DIRECTIONS FOR THIS TASK | Copy out exactly the lines from the one containing "Build a routing" to the end of the records below, both included, and nothing else.

RAW DATA |
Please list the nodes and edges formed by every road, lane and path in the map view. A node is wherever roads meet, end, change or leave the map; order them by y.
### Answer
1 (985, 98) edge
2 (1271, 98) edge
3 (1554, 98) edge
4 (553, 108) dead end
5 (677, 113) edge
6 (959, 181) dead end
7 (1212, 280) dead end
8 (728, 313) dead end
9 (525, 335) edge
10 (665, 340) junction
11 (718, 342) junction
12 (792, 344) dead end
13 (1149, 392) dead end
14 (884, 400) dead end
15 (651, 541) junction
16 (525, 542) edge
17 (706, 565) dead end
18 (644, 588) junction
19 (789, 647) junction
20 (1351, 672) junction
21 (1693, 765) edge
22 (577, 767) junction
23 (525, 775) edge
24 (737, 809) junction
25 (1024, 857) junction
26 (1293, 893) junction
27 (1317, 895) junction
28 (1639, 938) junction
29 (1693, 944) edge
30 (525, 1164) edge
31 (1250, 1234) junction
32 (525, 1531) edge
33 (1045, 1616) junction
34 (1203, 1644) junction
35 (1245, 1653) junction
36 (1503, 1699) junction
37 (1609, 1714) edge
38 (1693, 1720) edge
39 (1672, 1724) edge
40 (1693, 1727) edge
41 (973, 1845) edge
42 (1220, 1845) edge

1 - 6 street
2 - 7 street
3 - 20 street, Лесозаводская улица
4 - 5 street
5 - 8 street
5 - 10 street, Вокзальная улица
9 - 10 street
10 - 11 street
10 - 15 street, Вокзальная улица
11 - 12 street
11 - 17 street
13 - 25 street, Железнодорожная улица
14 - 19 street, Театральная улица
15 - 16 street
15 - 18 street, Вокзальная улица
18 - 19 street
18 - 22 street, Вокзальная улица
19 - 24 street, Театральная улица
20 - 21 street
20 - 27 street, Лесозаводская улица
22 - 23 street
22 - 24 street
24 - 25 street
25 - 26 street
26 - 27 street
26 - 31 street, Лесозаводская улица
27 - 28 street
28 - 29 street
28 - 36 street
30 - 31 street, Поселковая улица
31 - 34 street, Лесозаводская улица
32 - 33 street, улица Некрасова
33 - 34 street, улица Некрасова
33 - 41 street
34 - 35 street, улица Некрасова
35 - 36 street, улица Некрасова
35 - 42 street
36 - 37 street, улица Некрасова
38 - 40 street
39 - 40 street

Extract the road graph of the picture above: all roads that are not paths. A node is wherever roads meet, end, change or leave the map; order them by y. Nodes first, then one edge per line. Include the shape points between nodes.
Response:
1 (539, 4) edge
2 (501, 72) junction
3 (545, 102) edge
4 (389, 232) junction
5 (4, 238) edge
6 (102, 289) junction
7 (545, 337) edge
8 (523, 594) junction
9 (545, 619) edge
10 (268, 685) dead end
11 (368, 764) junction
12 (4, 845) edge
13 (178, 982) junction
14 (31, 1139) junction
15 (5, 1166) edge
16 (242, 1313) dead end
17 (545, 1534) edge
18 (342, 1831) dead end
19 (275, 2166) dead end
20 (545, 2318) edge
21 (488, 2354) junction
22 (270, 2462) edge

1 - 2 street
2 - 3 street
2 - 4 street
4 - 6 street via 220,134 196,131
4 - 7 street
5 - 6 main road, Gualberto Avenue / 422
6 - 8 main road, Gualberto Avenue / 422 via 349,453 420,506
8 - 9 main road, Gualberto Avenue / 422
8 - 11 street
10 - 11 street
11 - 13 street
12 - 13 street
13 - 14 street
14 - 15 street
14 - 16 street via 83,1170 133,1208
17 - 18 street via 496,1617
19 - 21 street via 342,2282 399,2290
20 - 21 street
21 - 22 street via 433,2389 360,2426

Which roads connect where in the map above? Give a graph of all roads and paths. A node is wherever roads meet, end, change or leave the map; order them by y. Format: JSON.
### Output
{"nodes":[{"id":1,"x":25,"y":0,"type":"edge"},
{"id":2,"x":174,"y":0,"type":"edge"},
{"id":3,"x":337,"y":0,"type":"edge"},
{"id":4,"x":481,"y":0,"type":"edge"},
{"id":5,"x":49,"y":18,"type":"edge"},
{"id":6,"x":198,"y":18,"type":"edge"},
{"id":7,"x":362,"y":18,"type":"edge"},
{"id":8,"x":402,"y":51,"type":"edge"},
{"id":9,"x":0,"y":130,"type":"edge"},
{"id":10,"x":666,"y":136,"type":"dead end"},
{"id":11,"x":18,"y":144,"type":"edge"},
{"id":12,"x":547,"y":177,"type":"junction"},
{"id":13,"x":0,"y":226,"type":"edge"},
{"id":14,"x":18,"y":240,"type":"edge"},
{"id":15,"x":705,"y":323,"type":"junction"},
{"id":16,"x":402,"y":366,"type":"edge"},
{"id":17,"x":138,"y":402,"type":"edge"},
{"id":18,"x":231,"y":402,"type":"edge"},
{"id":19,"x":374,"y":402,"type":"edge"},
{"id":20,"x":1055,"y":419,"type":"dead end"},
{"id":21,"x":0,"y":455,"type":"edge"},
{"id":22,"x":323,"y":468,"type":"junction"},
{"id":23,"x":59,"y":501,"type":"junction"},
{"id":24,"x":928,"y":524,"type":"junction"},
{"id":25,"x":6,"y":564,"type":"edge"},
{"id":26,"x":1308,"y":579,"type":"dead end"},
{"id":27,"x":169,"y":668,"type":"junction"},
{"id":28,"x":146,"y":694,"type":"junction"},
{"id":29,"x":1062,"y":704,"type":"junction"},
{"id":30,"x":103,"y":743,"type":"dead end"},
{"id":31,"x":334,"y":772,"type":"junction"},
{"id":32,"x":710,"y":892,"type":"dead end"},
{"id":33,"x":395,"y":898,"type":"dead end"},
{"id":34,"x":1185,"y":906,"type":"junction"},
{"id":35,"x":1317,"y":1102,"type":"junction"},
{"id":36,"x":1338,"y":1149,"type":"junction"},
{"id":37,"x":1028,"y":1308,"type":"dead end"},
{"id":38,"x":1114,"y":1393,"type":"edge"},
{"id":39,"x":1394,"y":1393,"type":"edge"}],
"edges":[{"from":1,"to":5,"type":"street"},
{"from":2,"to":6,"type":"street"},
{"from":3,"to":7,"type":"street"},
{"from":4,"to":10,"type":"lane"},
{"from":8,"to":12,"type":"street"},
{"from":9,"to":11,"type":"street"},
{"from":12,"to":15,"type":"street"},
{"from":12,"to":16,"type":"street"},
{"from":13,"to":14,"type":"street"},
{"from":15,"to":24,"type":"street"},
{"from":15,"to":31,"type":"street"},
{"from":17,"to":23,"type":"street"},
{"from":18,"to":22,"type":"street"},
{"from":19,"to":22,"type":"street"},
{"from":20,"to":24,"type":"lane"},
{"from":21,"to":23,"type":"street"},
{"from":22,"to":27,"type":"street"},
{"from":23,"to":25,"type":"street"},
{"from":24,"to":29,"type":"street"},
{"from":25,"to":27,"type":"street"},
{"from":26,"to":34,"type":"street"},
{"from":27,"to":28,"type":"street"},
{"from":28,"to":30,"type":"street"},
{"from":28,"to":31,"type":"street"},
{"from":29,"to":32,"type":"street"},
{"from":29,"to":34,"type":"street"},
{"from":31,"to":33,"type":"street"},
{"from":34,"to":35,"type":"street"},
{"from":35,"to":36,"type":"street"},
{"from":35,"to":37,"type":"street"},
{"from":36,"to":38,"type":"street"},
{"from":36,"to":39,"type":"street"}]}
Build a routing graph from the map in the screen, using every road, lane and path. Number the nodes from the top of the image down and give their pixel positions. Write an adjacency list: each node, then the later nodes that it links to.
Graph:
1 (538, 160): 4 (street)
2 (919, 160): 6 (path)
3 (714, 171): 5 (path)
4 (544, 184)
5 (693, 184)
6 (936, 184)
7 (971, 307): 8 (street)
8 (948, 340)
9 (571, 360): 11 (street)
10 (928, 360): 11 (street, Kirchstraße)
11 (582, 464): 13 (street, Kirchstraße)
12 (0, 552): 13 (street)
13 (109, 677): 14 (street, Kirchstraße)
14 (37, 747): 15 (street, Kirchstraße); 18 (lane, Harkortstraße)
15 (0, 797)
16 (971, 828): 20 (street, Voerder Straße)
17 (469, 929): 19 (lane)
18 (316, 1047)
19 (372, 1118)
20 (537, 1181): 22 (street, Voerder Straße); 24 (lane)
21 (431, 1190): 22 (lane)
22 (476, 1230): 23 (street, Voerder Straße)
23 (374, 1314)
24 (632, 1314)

THE COMPLETED TASK |
Build a routing graph from the map in the screen, using every road, lane and path. Number the nodes from the top of the image down and give their pixel positions. Write an adjacency list: each node, then the later nodes that it links to.
Graph:
1 (538, 160): 4 (street)
2 (919, 160): 6 (path)
3 (714, 171): 5 (path)
4 (544, 184)
5 (693, 184)
6 (936, 184)
7 (971, 307): 8 (street)
8 (948, 340)
9 (571, 360): 11 (street)
10 (928, 360): 11 (street, Kirchstraße)
11 (582, 464): 13 (street, Kirchstraße)
12 (0, 552): 13 (street)
13 (109, 677): 14 (street, Kirchstraße)
14 (37, 747): 15 (street, Kirchstraße); 18 (lane, Harkortstraße)
15 (0, 797)
16 (971, 828): 20 (street, Voerder Straße)
17 (469, 929): 19 (lane)
18 (316, 1047)
19 (372, 1118)
20 (537, 1181): 22 (street, Voerder Straße); 24 (lane)
21 (431, 1190): 22 (lane)
22 (476, 1230): 23 (street, Voerder Straße)
23 (374, 1314)
24 (632, 1314)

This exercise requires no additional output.